Her chipped nails picked at the skin of her forearms, where a patch of scaly green skin said she’d been mainlining krocodil. Known as a poor man’s heroine, the Russian drug was made from codeine, gasoline, paint thinner, and other toxins, and was known for rotting the user’s body from the inside.

Amber was walking dead. She just didn’t know it yet.

Or maybe she did.

She squinted at me through the cigarette haze. Didn’t flinch when I touched the skin beneath her eye, where there was a bruise too dark for the makeup to hide.

I said, “Jerome do this to you?”

She waved my hand away. “Could be. Or maybe some john. All the same, you know? What brings you here, baby? Slumming?”

I showed her both pictures and ran down the story, and when I’d finished, she sat back in her chair, scratching at her cheeks like she had bugs under the skin. “I seen that guy around.”

“He a john?”

“Maybe, but I never did him. Not his type, I guess. And I’m not sorry, either. Dude got crazy eyes. Mean, you know?”

“Where can I find him?”

She shifted in her seat, breasts pushed out, legs spread. “Little somethin’ to make it worth my while?”

I gave her a twenty from my new wallet.

“Big spender,” she said, and stuffed it into a pocket sewn inside the waistband of her skirt.

“It’s pretty generous, considering you haven’t actually told me anything. If what you’ve got pans out, I’ll bring you another one.”

“I seen him at Ray Salazar’s place. You know, down off Broad. Adult videos, sex toys, peep booths in the back. I was givin’ a little show, and this guy comes in. I remember on account of the tattoo.”

“He watched your show?”

“For a while. He jerked off, and then he laughed this real mean laugh and called me some names in another language and got up and left.”

“What other language?”

She shrugged. “It wasn’t Spanish or French. Or Chink or German. He sounded kind of like Dracula.”

“Then how did you know he was calling you names?”

“The look on his face, he sure as hell wasn’t calling me sweetheart.” She scratched at her arm, then held up a bloody fingernail and grimaced. “This guy targets working girls? Should I be worried?”

“We don’t know enough to tell, but I’d say it’s just as well for you you’re not his type.”

The waitress drifted by, and I paid for the drinks. Then Amber walked out with us so anyone watching would think I’d paid for services rather than information. We stood under a leaky awning and waited fruitlessly for the drizzle to dissipate. “Need a ride?” I said, finally. “Drive you to rehab.”

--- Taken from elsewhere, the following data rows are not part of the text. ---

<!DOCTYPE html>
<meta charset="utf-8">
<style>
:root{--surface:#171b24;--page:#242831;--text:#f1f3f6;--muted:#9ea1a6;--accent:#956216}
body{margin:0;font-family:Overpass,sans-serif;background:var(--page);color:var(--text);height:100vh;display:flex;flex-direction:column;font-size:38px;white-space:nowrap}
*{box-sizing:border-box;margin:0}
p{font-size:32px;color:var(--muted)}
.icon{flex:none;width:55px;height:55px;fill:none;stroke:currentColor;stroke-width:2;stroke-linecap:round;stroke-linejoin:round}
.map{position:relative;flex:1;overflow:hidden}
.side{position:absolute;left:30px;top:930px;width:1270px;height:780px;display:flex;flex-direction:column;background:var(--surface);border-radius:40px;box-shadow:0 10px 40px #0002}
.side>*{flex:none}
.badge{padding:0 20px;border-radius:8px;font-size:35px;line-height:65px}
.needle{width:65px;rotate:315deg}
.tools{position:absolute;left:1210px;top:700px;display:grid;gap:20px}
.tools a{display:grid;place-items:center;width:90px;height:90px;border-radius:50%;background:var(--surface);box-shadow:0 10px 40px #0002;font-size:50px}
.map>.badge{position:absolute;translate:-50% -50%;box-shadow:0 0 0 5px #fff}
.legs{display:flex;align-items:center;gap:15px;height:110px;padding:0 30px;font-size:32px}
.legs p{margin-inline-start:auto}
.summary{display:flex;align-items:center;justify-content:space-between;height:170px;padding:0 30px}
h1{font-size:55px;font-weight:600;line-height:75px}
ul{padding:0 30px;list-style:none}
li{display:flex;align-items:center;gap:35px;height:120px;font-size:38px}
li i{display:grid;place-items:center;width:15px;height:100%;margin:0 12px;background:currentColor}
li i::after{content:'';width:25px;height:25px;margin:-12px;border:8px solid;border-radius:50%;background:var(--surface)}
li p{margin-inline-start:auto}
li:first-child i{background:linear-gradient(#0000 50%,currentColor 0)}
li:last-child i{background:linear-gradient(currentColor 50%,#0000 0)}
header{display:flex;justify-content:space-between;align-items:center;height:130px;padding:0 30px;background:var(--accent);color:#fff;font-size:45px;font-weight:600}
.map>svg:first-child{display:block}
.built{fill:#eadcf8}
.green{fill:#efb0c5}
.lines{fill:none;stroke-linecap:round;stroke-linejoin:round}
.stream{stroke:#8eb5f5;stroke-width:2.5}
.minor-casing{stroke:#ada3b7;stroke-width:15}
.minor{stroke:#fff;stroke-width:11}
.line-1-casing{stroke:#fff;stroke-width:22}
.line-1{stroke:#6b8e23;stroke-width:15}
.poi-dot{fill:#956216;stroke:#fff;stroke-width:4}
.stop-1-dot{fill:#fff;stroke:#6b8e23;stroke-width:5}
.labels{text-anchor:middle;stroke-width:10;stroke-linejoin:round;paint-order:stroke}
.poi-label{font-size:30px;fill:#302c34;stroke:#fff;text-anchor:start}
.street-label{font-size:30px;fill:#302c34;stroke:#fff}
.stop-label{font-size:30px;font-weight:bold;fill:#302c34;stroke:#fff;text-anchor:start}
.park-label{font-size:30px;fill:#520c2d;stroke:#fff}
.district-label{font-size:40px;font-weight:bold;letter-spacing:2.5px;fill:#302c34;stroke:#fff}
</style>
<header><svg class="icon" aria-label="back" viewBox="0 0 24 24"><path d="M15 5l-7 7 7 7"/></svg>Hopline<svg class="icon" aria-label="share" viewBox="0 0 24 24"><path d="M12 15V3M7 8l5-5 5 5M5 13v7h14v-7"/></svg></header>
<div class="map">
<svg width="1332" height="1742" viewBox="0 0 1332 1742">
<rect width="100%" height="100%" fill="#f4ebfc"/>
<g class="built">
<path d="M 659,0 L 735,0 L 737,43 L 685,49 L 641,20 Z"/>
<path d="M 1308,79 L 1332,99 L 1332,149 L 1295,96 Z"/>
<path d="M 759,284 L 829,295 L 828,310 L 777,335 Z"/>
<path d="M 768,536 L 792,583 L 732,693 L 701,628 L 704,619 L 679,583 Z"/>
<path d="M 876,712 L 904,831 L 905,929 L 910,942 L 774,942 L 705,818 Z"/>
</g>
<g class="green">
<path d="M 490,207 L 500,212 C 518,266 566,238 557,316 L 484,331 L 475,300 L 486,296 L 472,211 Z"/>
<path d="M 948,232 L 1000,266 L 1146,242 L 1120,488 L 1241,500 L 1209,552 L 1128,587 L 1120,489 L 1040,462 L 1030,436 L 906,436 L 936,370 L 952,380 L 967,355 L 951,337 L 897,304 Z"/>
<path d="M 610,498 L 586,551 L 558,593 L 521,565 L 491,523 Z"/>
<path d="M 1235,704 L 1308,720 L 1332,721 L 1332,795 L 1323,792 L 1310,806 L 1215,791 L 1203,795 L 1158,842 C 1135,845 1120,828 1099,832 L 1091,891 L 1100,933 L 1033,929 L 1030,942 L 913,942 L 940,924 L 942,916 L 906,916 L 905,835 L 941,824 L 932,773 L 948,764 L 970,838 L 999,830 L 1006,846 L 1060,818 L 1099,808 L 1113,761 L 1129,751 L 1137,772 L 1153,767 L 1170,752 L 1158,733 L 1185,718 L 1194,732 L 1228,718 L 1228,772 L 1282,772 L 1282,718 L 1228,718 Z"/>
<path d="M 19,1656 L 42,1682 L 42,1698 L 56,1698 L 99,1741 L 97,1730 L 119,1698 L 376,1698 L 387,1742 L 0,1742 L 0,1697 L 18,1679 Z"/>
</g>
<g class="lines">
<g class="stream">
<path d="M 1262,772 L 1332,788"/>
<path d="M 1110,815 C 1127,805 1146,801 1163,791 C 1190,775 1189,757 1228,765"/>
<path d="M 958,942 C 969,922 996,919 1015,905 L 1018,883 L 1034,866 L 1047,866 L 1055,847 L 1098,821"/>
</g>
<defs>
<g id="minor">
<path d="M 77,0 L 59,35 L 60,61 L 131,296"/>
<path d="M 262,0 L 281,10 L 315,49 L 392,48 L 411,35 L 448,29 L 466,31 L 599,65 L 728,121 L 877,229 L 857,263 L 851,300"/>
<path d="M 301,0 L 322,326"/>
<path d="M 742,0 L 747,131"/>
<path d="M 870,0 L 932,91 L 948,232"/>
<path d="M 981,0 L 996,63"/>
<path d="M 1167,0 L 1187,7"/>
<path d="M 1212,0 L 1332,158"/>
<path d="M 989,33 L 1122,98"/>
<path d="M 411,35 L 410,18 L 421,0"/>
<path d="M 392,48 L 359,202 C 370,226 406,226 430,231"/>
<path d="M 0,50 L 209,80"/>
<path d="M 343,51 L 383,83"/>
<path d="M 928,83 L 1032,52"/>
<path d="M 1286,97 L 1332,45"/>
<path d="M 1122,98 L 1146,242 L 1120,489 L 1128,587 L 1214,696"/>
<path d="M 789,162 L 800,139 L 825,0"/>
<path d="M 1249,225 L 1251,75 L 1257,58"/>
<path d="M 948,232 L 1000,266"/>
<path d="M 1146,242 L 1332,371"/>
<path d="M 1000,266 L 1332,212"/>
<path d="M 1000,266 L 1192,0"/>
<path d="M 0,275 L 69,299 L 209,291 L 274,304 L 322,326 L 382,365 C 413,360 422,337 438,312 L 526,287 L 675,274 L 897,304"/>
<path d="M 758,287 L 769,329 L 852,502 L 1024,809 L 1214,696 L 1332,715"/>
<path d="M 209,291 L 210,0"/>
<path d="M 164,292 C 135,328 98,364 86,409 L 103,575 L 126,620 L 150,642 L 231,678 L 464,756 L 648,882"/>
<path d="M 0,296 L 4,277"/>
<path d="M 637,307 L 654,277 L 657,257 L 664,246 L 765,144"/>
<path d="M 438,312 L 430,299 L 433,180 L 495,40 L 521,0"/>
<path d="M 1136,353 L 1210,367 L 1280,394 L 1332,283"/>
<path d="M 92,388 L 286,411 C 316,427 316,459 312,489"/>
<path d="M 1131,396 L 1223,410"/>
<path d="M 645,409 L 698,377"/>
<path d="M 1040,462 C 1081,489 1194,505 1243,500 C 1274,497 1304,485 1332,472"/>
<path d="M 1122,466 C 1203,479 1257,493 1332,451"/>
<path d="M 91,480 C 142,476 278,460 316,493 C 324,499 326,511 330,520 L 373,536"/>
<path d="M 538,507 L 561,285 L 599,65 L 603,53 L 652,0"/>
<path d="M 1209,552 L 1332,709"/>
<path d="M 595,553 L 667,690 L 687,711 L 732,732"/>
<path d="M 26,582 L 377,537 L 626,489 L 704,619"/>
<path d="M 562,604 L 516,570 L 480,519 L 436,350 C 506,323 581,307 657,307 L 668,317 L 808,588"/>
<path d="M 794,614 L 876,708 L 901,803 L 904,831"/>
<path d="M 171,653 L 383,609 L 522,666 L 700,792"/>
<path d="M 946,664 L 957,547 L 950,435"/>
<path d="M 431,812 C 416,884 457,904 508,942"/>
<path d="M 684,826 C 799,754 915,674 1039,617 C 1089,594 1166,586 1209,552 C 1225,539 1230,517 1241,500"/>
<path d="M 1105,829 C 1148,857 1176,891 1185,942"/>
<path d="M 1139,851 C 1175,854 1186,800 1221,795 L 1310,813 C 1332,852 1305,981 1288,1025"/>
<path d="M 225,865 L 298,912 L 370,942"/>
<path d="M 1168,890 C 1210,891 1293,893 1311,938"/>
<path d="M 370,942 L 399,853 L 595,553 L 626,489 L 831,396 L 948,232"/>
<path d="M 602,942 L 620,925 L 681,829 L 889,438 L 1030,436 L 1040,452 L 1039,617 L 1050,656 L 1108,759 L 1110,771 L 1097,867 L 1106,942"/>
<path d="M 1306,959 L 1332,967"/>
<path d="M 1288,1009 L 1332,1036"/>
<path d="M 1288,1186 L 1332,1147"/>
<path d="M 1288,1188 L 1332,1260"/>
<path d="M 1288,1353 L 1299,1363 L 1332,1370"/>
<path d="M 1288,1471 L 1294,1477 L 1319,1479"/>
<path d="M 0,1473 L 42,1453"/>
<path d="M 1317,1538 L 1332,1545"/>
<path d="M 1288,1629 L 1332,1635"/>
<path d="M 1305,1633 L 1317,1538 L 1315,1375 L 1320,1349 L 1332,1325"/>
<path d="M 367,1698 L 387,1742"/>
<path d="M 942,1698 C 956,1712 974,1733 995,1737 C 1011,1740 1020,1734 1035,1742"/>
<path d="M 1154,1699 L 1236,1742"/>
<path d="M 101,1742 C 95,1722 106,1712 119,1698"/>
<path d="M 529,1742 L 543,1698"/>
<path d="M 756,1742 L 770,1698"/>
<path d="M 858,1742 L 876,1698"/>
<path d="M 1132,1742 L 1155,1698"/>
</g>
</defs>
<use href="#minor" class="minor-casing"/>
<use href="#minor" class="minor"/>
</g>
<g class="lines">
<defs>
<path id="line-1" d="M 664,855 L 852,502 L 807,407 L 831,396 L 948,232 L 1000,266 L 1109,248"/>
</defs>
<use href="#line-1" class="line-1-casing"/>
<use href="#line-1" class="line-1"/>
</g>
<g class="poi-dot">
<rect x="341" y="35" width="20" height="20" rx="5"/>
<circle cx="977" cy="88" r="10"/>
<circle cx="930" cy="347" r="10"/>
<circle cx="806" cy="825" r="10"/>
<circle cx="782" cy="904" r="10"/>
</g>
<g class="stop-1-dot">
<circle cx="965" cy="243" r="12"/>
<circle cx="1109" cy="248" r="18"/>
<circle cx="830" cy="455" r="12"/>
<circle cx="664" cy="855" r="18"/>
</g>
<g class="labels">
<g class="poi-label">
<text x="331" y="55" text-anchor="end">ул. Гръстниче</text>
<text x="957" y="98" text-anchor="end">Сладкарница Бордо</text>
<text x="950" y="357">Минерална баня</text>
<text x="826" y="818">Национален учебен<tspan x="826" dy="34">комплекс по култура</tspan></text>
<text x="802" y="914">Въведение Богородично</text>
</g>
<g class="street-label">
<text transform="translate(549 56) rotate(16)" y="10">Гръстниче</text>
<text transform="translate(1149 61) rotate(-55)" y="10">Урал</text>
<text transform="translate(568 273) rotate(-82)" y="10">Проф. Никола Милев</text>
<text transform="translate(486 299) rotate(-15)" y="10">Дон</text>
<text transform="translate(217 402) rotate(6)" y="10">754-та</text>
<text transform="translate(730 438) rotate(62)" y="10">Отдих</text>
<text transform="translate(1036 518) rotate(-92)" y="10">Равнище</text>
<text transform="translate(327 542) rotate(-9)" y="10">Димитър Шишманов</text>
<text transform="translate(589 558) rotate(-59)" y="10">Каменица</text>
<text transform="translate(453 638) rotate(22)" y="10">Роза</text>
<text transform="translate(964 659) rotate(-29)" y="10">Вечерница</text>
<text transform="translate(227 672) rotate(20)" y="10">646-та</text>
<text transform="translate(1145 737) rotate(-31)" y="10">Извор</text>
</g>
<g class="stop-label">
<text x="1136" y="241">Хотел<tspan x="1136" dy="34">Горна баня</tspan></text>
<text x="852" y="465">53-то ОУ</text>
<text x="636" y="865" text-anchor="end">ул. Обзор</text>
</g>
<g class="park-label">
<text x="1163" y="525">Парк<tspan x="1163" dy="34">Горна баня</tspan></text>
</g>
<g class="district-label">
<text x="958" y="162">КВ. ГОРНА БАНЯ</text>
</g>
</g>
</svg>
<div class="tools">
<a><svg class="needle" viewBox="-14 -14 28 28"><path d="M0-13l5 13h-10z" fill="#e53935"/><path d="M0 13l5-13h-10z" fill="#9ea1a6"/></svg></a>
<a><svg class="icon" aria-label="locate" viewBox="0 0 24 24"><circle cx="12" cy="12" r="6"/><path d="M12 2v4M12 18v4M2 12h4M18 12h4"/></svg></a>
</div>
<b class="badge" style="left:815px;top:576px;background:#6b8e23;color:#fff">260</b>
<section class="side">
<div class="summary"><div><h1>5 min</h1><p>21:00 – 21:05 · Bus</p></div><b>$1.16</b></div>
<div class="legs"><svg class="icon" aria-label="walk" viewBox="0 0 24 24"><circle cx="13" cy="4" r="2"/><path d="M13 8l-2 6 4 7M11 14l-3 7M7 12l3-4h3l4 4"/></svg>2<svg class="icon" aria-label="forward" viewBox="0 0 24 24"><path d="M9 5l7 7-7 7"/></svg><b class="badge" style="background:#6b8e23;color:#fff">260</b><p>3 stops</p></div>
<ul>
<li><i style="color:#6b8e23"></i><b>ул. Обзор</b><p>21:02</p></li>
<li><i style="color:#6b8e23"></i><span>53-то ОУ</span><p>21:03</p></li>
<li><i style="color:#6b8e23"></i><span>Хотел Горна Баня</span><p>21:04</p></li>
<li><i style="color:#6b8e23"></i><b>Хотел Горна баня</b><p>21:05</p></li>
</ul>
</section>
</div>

She barked a laugh. “Been there, done that. Didn’t take. Besides, I still gotta bring in another couple hundred or Jerome’ll—” She stopped, looked into my face. “I forgot what a Boy Scout you are. You get any redder, you’re gonna bust a vessel.”

I drew in a calming breath, blew it out. The Zen detective. “He’ll kill you one of these days. If the kroc doesn’t get you first.”

“No great loss. Might be a relief, I guess. But just as likely he’ll get himself offed.”

“And then?”

“There’s always another Jerome. A girl’s got to have somebody watchin’ out for her.”

“He’s watching out for you, all right. He’ll watch you right into the boneyard.”

For a moment, anger cleared the glaze from her eyes. “Two years, I don’t see you. Now you wanna come here and get all up in my business? Fuck that. Fuck rehab. And fuck you.”

Khanh watched her go, then looked at me and said, “She like you wallet. But not so crazy about you.”